■ What is being asked
For the listing beneath, state how many lines contain the string "points". Give the number by itself.

■ Extracted records
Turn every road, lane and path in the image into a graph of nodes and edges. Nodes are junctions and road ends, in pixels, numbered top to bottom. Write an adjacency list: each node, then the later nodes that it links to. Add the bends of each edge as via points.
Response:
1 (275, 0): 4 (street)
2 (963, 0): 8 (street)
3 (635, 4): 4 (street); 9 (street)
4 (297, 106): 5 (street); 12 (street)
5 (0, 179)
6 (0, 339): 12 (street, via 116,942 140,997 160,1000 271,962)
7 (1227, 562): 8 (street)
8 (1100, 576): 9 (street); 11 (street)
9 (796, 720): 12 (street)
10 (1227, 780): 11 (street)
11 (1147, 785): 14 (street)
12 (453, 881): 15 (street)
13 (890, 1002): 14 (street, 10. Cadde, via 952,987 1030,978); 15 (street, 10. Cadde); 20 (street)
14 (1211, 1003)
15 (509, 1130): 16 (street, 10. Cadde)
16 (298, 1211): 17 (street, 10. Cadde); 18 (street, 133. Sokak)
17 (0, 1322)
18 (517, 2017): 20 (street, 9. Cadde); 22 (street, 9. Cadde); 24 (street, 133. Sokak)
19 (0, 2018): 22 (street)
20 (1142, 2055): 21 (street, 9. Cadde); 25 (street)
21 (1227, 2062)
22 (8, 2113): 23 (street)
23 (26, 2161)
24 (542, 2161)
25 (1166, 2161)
--
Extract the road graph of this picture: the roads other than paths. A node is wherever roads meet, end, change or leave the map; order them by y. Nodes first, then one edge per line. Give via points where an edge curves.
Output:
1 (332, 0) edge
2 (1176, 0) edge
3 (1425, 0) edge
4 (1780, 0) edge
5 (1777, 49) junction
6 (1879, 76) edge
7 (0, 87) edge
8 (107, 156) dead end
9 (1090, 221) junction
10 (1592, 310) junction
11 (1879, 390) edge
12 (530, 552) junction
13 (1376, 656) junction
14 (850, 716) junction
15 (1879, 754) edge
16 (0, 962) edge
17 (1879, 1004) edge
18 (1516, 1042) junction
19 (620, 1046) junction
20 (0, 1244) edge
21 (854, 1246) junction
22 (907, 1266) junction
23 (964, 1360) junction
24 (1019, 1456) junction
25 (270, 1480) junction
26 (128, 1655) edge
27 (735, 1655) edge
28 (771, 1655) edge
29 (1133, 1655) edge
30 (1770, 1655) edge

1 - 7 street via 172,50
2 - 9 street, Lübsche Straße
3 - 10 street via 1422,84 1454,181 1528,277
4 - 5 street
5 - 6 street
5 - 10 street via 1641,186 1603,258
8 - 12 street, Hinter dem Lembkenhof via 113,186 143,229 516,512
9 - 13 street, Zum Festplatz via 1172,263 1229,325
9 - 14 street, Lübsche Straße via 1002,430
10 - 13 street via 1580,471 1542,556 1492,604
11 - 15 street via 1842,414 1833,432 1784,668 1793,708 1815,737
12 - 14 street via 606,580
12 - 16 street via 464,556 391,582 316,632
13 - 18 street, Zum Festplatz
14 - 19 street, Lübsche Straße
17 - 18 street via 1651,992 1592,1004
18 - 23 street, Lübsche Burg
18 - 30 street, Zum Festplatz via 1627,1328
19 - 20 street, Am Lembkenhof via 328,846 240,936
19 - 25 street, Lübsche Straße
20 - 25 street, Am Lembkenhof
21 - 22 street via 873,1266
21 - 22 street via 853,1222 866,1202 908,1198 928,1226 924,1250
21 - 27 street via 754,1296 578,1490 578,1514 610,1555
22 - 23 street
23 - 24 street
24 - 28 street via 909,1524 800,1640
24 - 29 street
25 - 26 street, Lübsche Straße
---
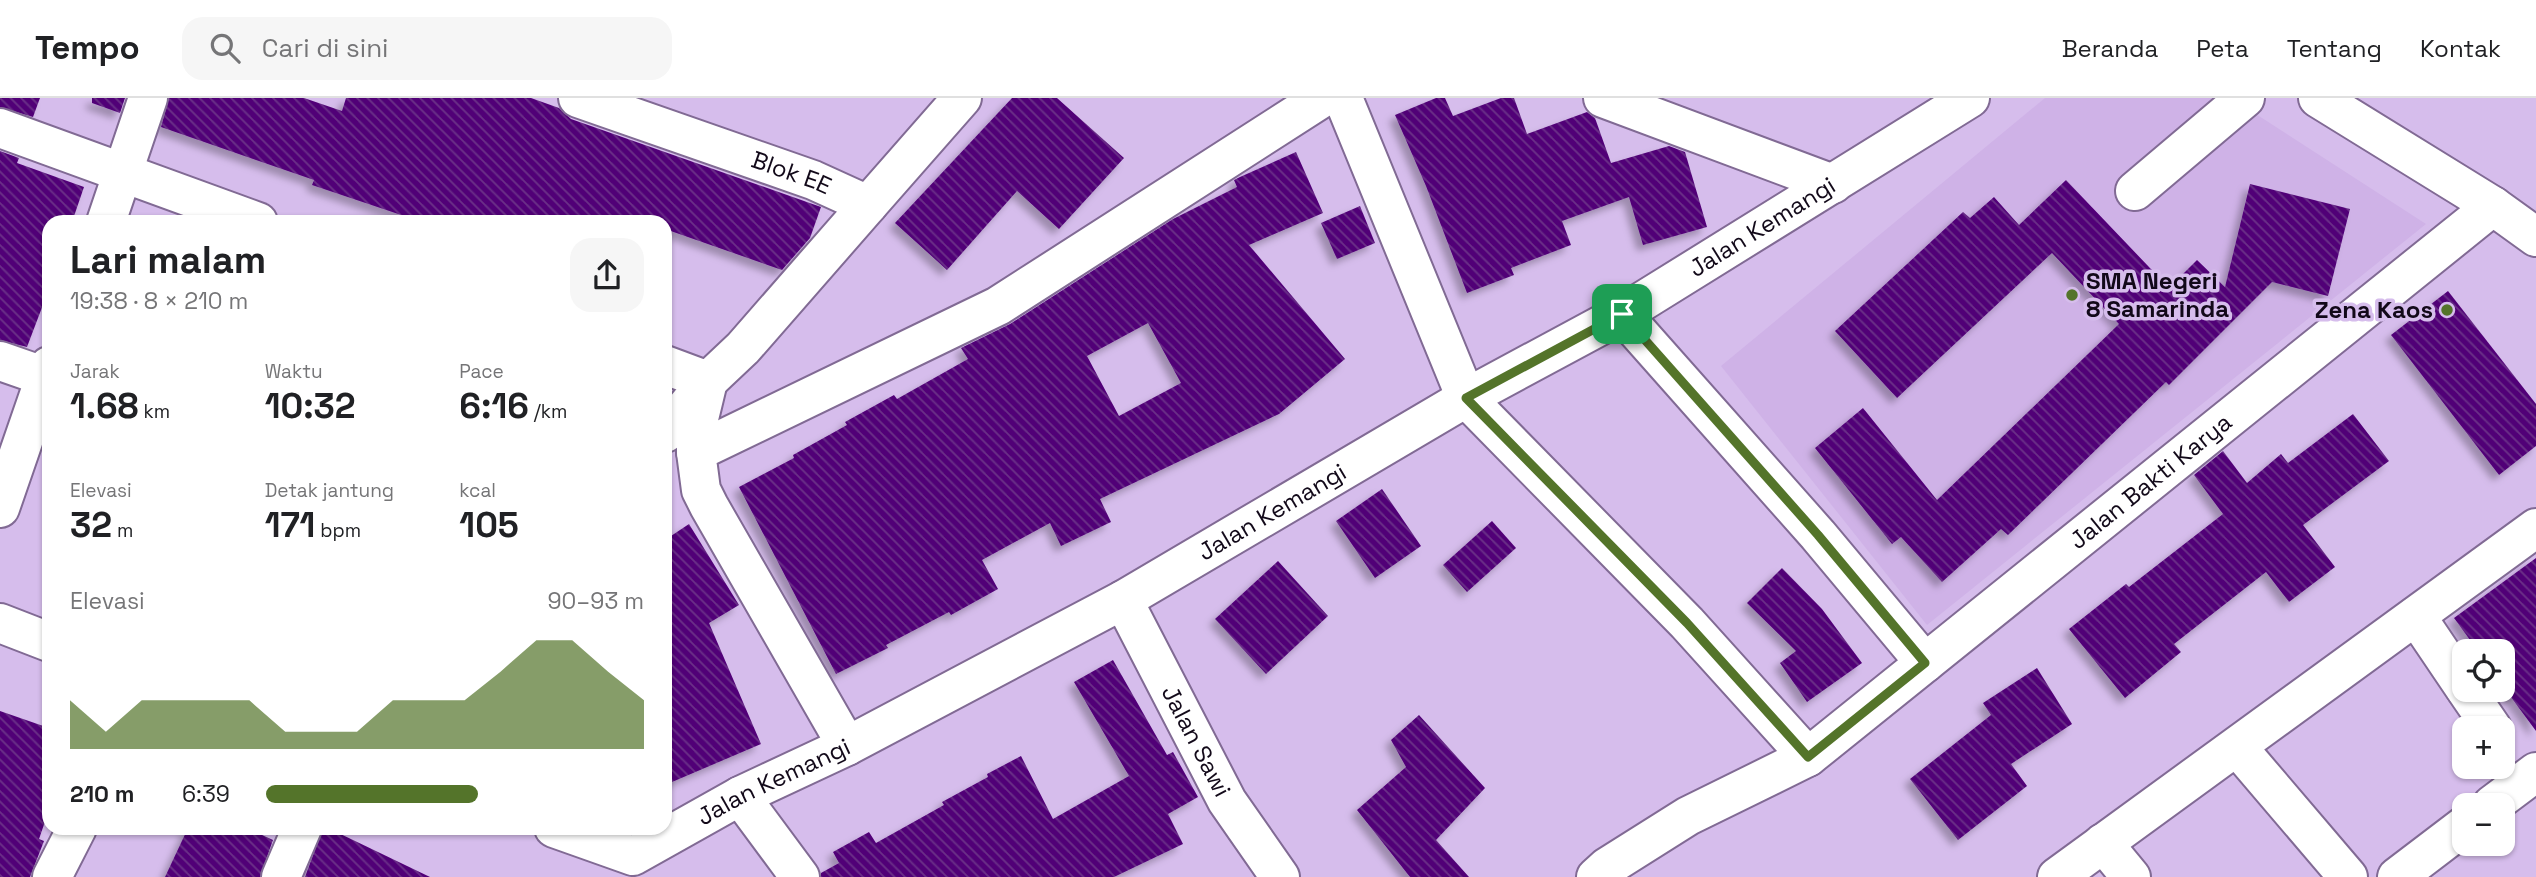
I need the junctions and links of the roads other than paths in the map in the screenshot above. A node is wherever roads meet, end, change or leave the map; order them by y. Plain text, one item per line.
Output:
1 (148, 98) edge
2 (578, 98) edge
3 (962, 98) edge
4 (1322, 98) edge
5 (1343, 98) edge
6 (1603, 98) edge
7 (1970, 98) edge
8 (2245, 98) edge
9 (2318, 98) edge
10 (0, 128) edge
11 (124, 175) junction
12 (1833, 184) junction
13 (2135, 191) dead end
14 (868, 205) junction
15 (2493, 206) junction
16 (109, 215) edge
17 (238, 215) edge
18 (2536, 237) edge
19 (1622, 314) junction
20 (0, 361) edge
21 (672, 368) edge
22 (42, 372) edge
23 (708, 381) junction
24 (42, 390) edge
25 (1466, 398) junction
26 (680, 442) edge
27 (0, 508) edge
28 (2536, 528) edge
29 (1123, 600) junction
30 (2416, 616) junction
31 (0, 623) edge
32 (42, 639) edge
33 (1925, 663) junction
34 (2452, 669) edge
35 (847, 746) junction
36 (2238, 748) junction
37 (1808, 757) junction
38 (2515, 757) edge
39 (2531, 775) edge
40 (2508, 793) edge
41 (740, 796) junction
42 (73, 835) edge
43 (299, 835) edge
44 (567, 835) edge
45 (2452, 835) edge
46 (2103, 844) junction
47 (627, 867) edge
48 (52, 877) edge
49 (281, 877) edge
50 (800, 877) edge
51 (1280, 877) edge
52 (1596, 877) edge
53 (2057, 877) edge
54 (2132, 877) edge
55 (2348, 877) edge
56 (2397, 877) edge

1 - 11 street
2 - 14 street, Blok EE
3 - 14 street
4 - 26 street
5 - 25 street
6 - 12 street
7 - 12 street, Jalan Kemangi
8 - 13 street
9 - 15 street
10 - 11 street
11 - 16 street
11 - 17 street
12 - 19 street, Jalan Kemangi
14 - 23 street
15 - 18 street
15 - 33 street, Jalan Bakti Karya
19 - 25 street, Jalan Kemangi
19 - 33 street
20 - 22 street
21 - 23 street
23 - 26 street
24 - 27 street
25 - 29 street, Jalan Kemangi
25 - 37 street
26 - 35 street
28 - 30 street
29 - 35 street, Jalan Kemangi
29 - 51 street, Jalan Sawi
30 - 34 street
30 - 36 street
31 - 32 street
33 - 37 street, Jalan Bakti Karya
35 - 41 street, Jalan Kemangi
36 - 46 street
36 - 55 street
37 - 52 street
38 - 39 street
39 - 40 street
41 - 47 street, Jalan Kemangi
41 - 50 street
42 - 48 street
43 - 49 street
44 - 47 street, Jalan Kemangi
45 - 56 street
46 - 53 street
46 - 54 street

■ Response
2